§ **The task**: Below is a block of data; give all of it again word for word.

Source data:
....

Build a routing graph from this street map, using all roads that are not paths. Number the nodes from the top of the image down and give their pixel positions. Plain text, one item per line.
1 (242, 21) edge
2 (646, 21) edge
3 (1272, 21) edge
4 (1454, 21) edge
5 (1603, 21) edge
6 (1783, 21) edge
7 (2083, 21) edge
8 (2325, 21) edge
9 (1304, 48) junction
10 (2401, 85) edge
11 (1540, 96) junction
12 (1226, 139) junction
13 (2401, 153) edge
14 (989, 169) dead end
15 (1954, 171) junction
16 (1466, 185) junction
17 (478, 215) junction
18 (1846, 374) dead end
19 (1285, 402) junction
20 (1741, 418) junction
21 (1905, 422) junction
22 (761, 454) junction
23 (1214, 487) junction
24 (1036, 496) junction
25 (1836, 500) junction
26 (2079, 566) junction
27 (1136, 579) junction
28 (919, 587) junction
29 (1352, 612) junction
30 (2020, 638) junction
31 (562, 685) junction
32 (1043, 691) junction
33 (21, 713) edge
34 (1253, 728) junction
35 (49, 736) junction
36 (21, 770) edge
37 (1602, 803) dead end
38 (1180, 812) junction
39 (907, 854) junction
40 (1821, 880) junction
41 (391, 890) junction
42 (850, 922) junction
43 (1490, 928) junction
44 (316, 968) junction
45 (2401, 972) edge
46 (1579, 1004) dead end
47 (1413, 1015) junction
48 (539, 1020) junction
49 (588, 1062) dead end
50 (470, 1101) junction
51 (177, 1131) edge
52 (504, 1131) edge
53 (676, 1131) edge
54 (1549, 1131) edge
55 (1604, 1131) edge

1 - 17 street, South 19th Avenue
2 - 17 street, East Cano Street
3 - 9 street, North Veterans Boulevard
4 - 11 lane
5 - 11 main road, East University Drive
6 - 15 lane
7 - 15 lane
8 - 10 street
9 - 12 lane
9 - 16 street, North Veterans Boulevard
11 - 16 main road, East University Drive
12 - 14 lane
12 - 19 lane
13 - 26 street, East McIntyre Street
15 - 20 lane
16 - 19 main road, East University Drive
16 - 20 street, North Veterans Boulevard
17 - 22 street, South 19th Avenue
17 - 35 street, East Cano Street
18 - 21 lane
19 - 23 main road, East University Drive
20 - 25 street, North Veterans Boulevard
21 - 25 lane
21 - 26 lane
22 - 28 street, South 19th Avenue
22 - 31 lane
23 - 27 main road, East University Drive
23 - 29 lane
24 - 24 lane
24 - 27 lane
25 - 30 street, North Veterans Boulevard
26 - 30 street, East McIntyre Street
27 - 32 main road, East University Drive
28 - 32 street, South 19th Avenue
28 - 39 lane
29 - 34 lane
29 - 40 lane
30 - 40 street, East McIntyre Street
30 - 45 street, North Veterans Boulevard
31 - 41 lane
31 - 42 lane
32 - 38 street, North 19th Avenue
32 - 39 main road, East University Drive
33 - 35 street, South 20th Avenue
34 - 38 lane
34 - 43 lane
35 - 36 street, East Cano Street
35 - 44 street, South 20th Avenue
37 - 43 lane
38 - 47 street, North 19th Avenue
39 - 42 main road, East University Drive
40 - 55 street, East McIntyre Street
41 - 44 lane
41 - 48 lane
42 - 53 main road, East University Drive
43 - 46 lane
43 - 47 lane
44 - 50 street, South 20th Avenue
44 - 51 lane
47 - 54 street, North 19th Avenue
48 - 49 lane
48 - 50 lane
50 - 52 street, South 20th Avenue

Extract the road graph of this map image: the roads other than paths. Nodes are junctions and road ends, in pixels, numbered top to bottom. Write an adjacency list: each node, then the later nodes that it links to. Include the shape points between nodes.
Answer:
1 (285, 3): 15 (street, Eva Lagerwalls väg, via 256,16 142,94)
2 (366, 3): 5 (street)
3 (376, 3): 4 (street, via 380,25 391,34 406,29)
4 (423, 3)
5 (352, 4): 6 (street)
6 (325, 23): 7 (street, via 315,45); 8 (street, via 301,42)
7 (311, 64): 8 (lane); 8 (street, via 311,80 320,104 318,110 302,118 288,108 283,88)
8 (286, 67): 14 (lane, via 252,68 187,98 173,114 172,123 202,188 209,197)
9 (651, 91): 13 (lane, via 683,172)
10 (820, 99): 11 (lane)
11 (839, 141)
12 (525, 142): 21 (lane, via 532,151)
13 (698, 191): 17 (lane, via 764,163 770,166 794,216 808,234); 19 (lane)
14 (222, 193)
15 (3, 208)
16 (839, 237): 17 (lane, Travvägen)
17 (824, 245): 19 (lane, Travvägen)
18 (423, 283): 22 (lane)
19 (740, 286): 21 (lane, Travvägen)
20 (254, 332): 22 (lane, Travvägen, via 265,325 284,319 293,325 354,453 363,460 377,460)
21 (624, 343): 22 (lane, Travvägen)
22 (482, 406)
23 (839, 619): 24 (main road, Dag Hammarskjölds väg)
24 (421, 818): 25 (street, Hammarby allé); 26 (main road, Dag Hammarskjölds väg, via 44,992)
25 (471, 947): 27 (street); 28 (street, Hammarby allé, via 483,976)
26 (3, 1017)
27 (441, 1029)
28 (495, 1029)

....

§ **Response to this exercise**:
Build a routing graph from this street map, using all roads that are not paths. Number the nodes from the top of the image down and give their pixel positions. Plain text, one item per line.
1 (242, 21) edge
2 (646, 21) edge
3 (1272, 21) edge
4 (1454, 21) edge
5 (1603, 21) edge
6 (1783, 21) edge
7 (2083, 21) edge
8 (2325, 21) edge
9 (1304, 48) junction
10 (2401, 85) edge
11 (1540, 96) junction
12 (1226, 139) junction
13 (2401, 153) edge
14 (989, 169) dead end
15 (1954, 171) junction
16 (1466, 185) junction
17 (478, 215) junction
18 (1846, 374) dead end
19 (1285, 402) junction
20 (1741, 418) junction
21 (1905, 422) junction
22 (761, 454) junction
23 (1214, 487) junction
24 (1036, 496) junction
25 (1836, 500) junction
26 (2079, 566) junction
27 (1136, 579) junction
28 (919, 587) junction
29 (1352, 612) junction
30 (2020, 638) junction
31 (562, 685) junction
32 (1043, 691) junction
33 (21, 713) edge
34 (1253, 728) junction
35 (49, 736) junction
36 (21, 770) edge
37 (1602, 803) dead end
38 (1180, 812) junction
39 (907, 854) junction
40 (1821, 880) junction
41 (391, 890) junction
42 (850, 922) junction
43 (1490, 928) junction
44 (316, 968) junction
45 (2401, 972) edge
46 (1579, 1004) dead end
47 (1413, 1015) junction
48 (539, 1020) junction
49 (588, 1062) dead end
50 (470, 1101) junction
51 (177, 1131) edge
52 (504, 1131) edge
53 (676, 1131) edge
54 (1549, 1131) edge
55 (1604, 1131) edge

1 - 17 street, South 19th Avenue
2 - 17 street, East Cano Street
3 - 9 street, North Veterans Boulevard
4 - 11 lane
5 - 11 main road, East University Drive
6 - 15 lane
7 - 15 lane
8 - 10 street
9 - 12 lane
9 - 16 street, North Veterans Boulevard
11 - 16 main road, East University Drive
12 - 14 lane
12 - 19 lane
13 - 26 street, East McIntyre Street
15 - 20 lane
16 - 19 main road, East University Drive
16 - 20 street, North Veterans Boulevard
17 - 22 street, South 19th Avenue
17 - 35 street, East Cano Street
18 - 21 lane
19 - 23 main road, East University Drive
20 - 25 street, North Veterans Boulevard
21 - 25 lane
21 - 26 lane
22 - 28 street, South 19th Avenue
22 - 31 lane
23 - 27 main road, East University Drive
23 - 29 lane
24 - 24 lane
24 - 27 lane
25 - 30 street, North Veterans Boulevard
26 - 30 street, East McIntyre Street
27 - 32 main road, East University Drive
28 - 32 street, South 19th Avenue
28 - 39 lane
29 - 34 lane
29 - 40 lane
30 - 40 street, East McIntyre Street
30 - 45 street, North Veterans Boulevard
31 - 41 lane
31 - 42 lane
32 - 38 street, North 19th Avenue
32 - 39 main road, East University Drive
33 - 35 street, South 20th Avenue
34 - 38 lane
34 - 43 lane
35 - 36 street, East Cano Street
35 - 44 street, South 20th Avenue
37 - 43 lane
38 - 47 street, North 19th Avenue
39 - 42 main road, East University Drive
40 - 55 street, East McIntyre Street
41 - 44 lane
41 - 48 lane
42 - 53 main road, East University Drive
43 - 46 lane
43 - 47 lane
44 - 50 street, South 20th Avenue
44 - 51 lane
47 - 54 street, North 19th Avenue
48 - 49 lane
48 - 50 lane
50 - 52 street, South 20th Avenue

Extract the road graph of this map image: the roads other than paths. Nodes are junctions and road ends, in pixels, numbered top to bottom. Write an adjacency list: each node, then the later nodes that it links to. Include the shape points between nodes.
Answer:
1 (285, 3): 15 (street, Eva Lagerwalls väg, via 256,16 142,94)
2 (366, 3): 5 (street)
3 (376, 3): 4 (street, via 380,25 391,34 406,29)
4 (423, 3)
5 (352, 4): 6 (street)
6 (325, 23): 7 (street, via 315,45); 8 (street, via 301,42)
7 (311, 64): 8 (lane); 8 (street, via 311,80 320,104 318,110 302,118 288,108 283,88)
8 (286, 67): 14 (lane, via 252,68 187,98 173,114 172,123 202,188 209,197)
9 (651, 91): 13 (lane, via 683,172)
10 (820, 99): 11 (lane)
11 (839, 141)
12 (525, 142): 21 (lane, via 532,151)
13 (698, 191): 17 (lane, via 764,163 770,166 794,216 808,234); 19 (lane)
14 (222, 193)
15 (3, 208)
16 (839, 237): 17 (lane, Travvägen)
17 (824, 245): 19 (lane, Travvägen)
18 (423, 283): 22 (lane)
19 (740, 286): 21 (lane, Travvägen)
20 (254, 332): 22 (lane, Travvägen, via 265,325 284,319 293,325 354,453 363,460 377,460)
21 (624, 343): 22 (lane, Travvägen)
22 (482, 406)
23 (839, 619): 24 (main road, Dag Hammarskjölds väg)
24 (421, 818): 25 (street, Hammarby allé); 26 (main road, Dag Hammarskjölds väg, via 44,992)
25 (471, 947): 27 (street); 28 (street, Hammarby allé, via 483,976)
26 (3, 1017)
27 (441, 1029)
28 (495, 1029)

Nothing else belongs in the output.